0

I have the following distribution:

enter image description here

I have numerous zero values which I change to 1 so I don't have zero or negative numbers before I log transform. Of course, log(1) = 0. So I get the following results:

enter image description here

Of course, the log transform has given me more of a normal distribution except for the lower end of the data. Does the spike mean that performing the transformation is meaningless?

Windstorm1981
  • 314
  • 2
  • 14
  • What problem are you trying to solve? – Sycorax Jan 16 '20 at 17:01
  • This is input data. Many models work best when the input is normally distributed. When faced with an exponential distribution I apply a log transformation. But the lower end value give me the spike in the otherwise more normally distributed data. Therefore, does it make sense to NOT transform this data? – Windstorm1981 Jan 16 '20 at 17:03
  • What model are you using that requires normally-distributed inputs? – Sycorax Jan 16 '20 at 17:05
  • Most parametric models do better when inputs are gaussian. Linear regression, naive bayes – Windstorm1981 Jan 16 '20 at 17:06
  • @SycoraxsaysReinstateMonica should clarify if "scaling" means dividing by SD so that variance=1, linear regression is *not* invariant to power transforms (of which log is a special case). Also a few network based analyses like SEM require normal inputs because prespecified network structures place constraints on the working covariance structure d/t independence assumptions. – AdamO Jan 16 '20 at 17:16
  • @AdamO My interest in this line of questioning is identifying whether OP's question is essentially an XY problem. Right now, I think it might be. I agree that a power transformation is a different OLS model than a model of non-transformed data, but it's not obvious that is the problem that OP wishes to solve. If OP's motivation is "OLS only works for normally-distributed inputs," that seems worth addressing. – Sycorax Jan 16 '20 at 17:23
  • Input data is not "required" to be transformed. However, many models perform better when input data is gaussian. It is common practice to transform non-gaussian input data. Sometimes it improves things - sometimes not. – Windstorm1981 Jan 16 '20 at 17:25
  • 2
    We find many people asking questions predicated on this "common practice"--but it's usually based on the wrong considerations. "Parametric" is not the same as "Gaussian;" response variables usually *ought* to have complex distributions that reflect their explanatory variables; most parametric assumptions pertain to *error* terms, not to the variables themselves; whether and how to transform a variable depends on how it will be used in an analysis; and much more. Thus, you might or might not have a problem here and your approach might make the situation better, worse, or not matter. – whuber Jan 16 '20 at 17:52
  • 2
    Some relevant threads include https://stats.stackexchange.com/questions/30728 (on taking logs of data with zero values), https://stats.stackexchange.com/questions/35711 (on transforming a response variable), and https://stats.stackexchange.com/questions/4831 (on transforming regression variables). – whuber Jan 16 '20 at 17:55
  • I didn't say that "parametric" is the same as "Gaussian". I said that sometimes parametric models perform better with gaussian distributed inputs - hence the reason for the transform. Applying transformations where applicable is a fundamental approach to data preparation prior to model evaluation and selection. – Windstorm1981 Jan 16 '20 at 18:29
  • 1
    @whuber your suggestion https://stats.stackexchange.com/questions/4831/regression-transforming-variables is very helpful – Windstorm1981 Jan 16 '20 at 18:31

2 Answers2

2

If the response is count valued, you should consider using an appropriate modeling strategy that implicitly log-transforms the intensity rather than the count values themselves. Consider that a Poisson process with low intensity is likely to have right skewed results and many 0s, but log-transforms of the data would lead to highly biased estimates of the mean and of the SD, regardless of how the 0 values are handled. Fitting negative binomial or quasipoisson GLM as probabilistic models via MLE is a simple, straightforward, and efficient way to summarize count data where applicable.
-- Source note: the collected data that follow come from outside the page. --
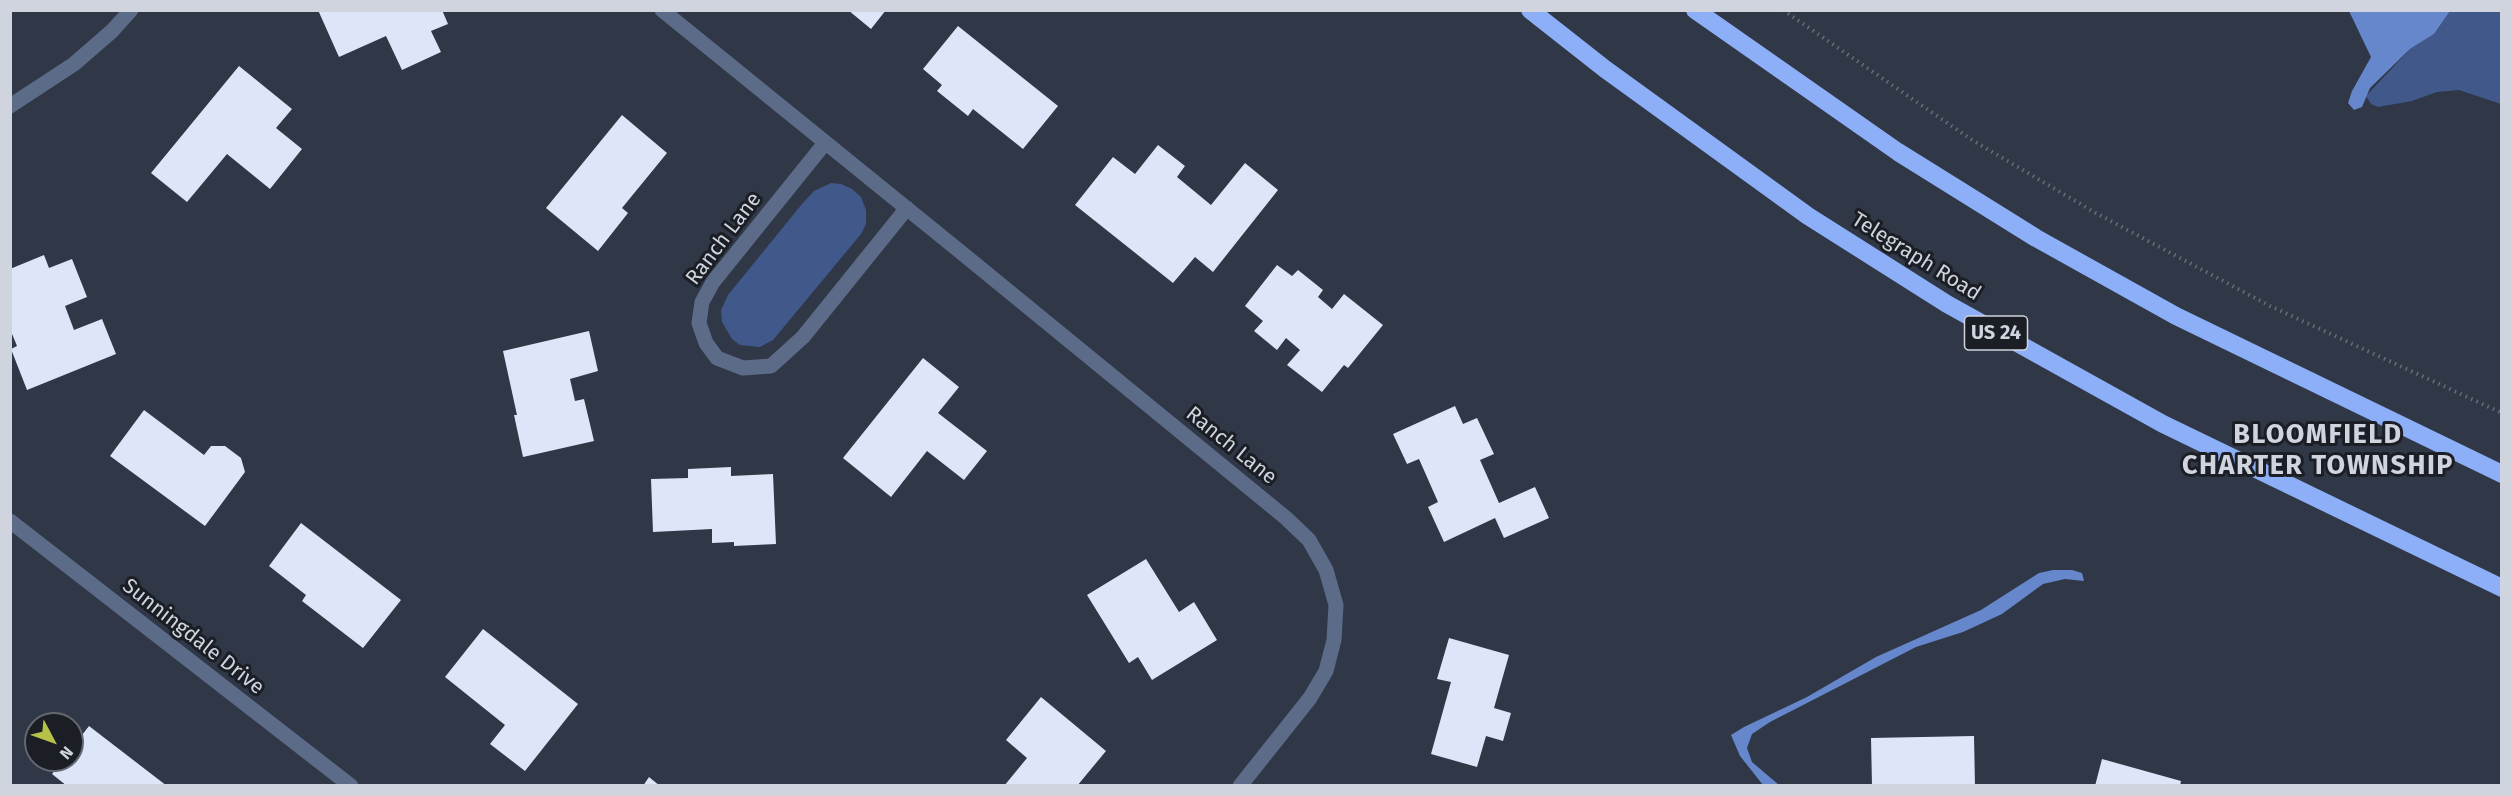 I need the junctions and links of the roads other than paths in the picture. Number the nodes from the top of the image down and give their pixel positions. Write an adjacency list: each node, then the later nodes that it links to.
1 (130, 10): 5 (street)
2 (662, 10): 6 (street, Ranch Lane)
3 (1530, 10): 10 (highway, Telegraph Road / US 24)
4 (1695, 10): 8 (highway)
5 (10, 106)
6 (825, 143): 7 (street, Ranch Lane); 7 (street, Ranch Lane)
7 (907, 208): 12 (street, Ranch Lane)
8 (2502, 474)
9 (10, 520): 11 (street, Sunningdale Drive)
10 (2502, 588)
11 (351, 786)
12 (1240, 786) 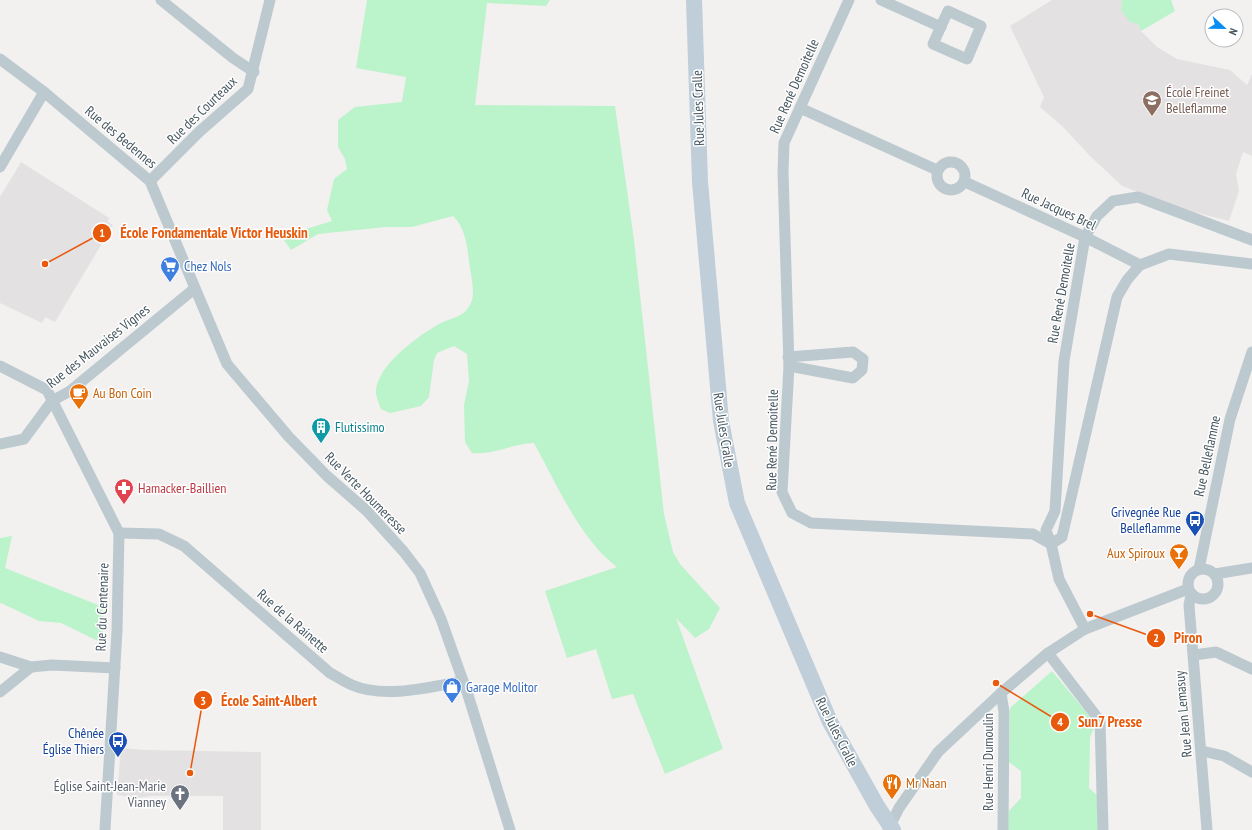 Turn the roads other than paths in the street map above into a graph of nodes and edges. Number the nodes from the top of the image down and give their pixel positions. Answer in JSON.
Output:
{"nodes":[{"id":1,"x":161,"y":0,"type":"edge"},
{"id":2,"x":270,"y":0,"type":"edge"},
{"id":3,"x":694,"y":0,"type":"edge"},
{"id":4,"x":849,"y":0,"type":"edge"},
{"id":5,"x":881,"y":0,"type":"edge"},
{"id":6,"x":941,"y":27,"type":"junction"},
{"id":7,"x":0,"y":59,"type":"edge"},
{"id":8,"x":254,"y":72,"type":"junction"},
{"id":9,"x":44,"y":92,"type":"junction"},
{"id":10,"x":800,"y":108,"type":"junction"},
{"id":11,"x":0,"y":167,"type":"edge"},
{"id":12,"x":937,"y":170,"type":"junction"},
{"id":13,"x":150,"y":181,"type":"junction"},
{"id":14,"x":965,"y":182,"type":"junction"},
{"id":15,"x":1085,"y":237,"type":"junction"},
{"id":16,"x":1252,"y":240,"type":"edge"},
{"id":17,"x":1252,"y":264,"type":"edge"},
{"id":18,"x":1140,"y":265,"type":"junction"},
{"id":19,"x":194,"y":289,"type":"junction"},
{"id":20,"x":1252,"y":352,"type":"edge"},
{"id":21,"x":789,"y":361,"type":"junction"},
{"id":22,"x":0,"y":366,"type":"edge"},
{"id":23,"x":52,"y":401,"type":"junction"},
{"id":24,"x":0,"y":444,"type":"edge"},
{"id":25,"x":119,"y":533,"type":"junction"},
{"id":26,"x":1051,"y":544,"type":"junction"},
{"id":27,"x":1252,"y":568,"type":"edge"},
{"id":28,"x":1199,"y":569,"type":"junction"},
{"id":29,"x":1215,"y":574,"type":"junction"},
{"id":30,"x":1190,"y":592,"type":"junction"},
{"id":31,"x":1085,"y":629,"type":"junction"},
{"id":32,"x":1048,"y":653,"type":"junction"},
{"id":33,"x":1194,"y":655,"type":"junction"},
{"id":34,"x":0,"y":657,"type":"edge"},
{"id":35,"x":31,"y":667,"type":"junction"},
{"id":36,"x":115,"y":668,"type":"junction"},
{"id":37,"x":1252,"y":670,"type":"edge"},
{"id":38,"x":463,"y":681,"type":"junction"},
{"id":39,"x":0,"y":692,"type":"edge"},
{"id":40,"x":1001,"y":693,"type":"junction"},
{"id":41,"x":1202,"y":751,"type":"junction"},
{"id":42,"x":1252,"y":772,"type":"edge"},
{"id":43,"x":890,"y":829,"type":"edge"},
{"id":44,"x":105,"y":830,"type":"edge"},
{"id":45,"x":510,"y":830,"type":"edge"},
{"id":46,"x":1003,"y":830,"type":"edge"},
{"id":47,"x":1103,"y":830,"type":"edge"},
{"id":48,"x":1207,"y":830,"type":"edge"}],
"edges":[{"from":1,"to":8,"type":"street","name":"Rue des Courteaux"},
{"from":2,"to":8,"type":"street"},
{"from":3,"to":43,"type":"street","name":"Rue Jules Cralle"},
{"from":4,"to":10,"type":"street","name":"Rue René Demoitelle"},
{"from":5,"to":6,"type":"street"},
{"from":6,"to":6,"type":"street"},
{"from":7,"to":9,"type":"street","name":"Rue des Bedennes"},
{"from":8,"to":13,"type":"street","name":"Rue des Courteaux"},
{"from":9,"to":11,"type":"street"},
{"from":9,"to":13,"type":"street","name":"Rue des Bedennes"},
{"from":10,"to":12,"type":"street"},
{"from":10,"to":21,"type":"street","name":"Rue René Demoitelle"},
{"from":12,"to":14,"type":"street"},
{"from":12,"to":14,"type":"street"},
{"from":13,"to":19,"type":"street","name":"Rue des Bedennes"},
{"from":14,"to":15,"type":"street","name":"Rue Jacques Brel"},
{"from":15,"to":16,"type":"street","name":"Rue René Demoitelle"},
{"from":15,"to":18,"type":"street","name":"Rue Jacques Brel"},
{"from":15,"to":26,"type":"street","name":"Rue René Demoitelle"},
{"from":17,"to":18,"type":"street"},
{"from":18,"to":26,"type":"street"},
{"from":19,"to":23,"type":"street","name":"Rue des Mauvaises Vignes"},
{"from":19,"to":38,"type":"street","name":"Rue Verte Houmeresse"},
{"from":20,"to":28,"type":"street","name":"Rue Belleflamme"},
{"from":21,"to":21,"type":"street"},
{"from":21,"to":26,"type":"street","name":"Rue René Demoitelle"},
{"from":22,"to":23,"type":"street","name":"Rue des Mauvaises Vignes"},
{"from":23,"to":24,"type":"street"},
{"from":23,"to":25,"type":"street","name":"Rue du Centenaire"},
{"from":25,"to":36,"type":"street","name":"Rue du Centenaire"},
{"from":25,"to":38,"type":"street","name":"Rue de la Rainette"},
{"from":26,"to":31,"type":"street","name":"Rue René Demoitelle"},
{"from":27,"to":29,"type":"street"},
{"from":28,"to":29,"type":"street"},
{"from":28,"to":30,"type":"street"},
{"from":29,"to":30,"type":"street"},
{"from":30,"to":31,"type":"street"},
{"from":30,"to":33,"type":"street","name":"Rue Jean Lemasuy"},
{"from":31,"to":32,"type":"street"},
{"from":32,"to":40,"type":"street"},
{"from":32,"to":47,"type":"street"},
{"from":33,"to":37,"type":"street"},
{"from":33,"to":41,"type":"street","name":"Rue Jean Lemasuy"},
{"from":34,"to":35,"type":"street"},
{"from":35,"to":36,"type":"street"},
{"from":35,"to":39,"type":"street"},
{"from":36,"to":44,"type":"street","name":"Rue du Centenaire"},
{"from":38,"to":45,"type":"street","name":"Rue Verte Houmeresse"},
{"from":40,"to":43,"type":"street"},
{"from":40,"to":46,"type":"street","name":"Rue Henri Dumoulin"},
{"from":41,"to":42,"type":"street"},
{"from":41,"to":48,"type":"street","name":"Rue Jean Lemasuy"}]}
A log-transform alternative that has been explored for variables with 0 values is logp1, where 1 is added to every value before applying log transform, and not just to the 0 value. This will decrease the intensity of the truncation, but not satisfactorily. In other words, your approach is not justified regardless of the distribution's appearance post hoc. The resulting scatterplot is evidence of this.

If the response is continuously valued, the distribution has mixture properties and mixture modeling is one approach to estimating a density with better precision that the proposed approach.

Nick Cox
  • 48,377
  • 8
  • 110
  • 156
AdamO
  • 52,330
  • 5
  • 104
  • 209
0

One possibility is to separate your data into 2 variables. One with an indicator of the value is zero or non zero. And the other being value of the variable given a non zero variable. And then apply the transformation. On a separate note you can try using power transform/box Cox transform.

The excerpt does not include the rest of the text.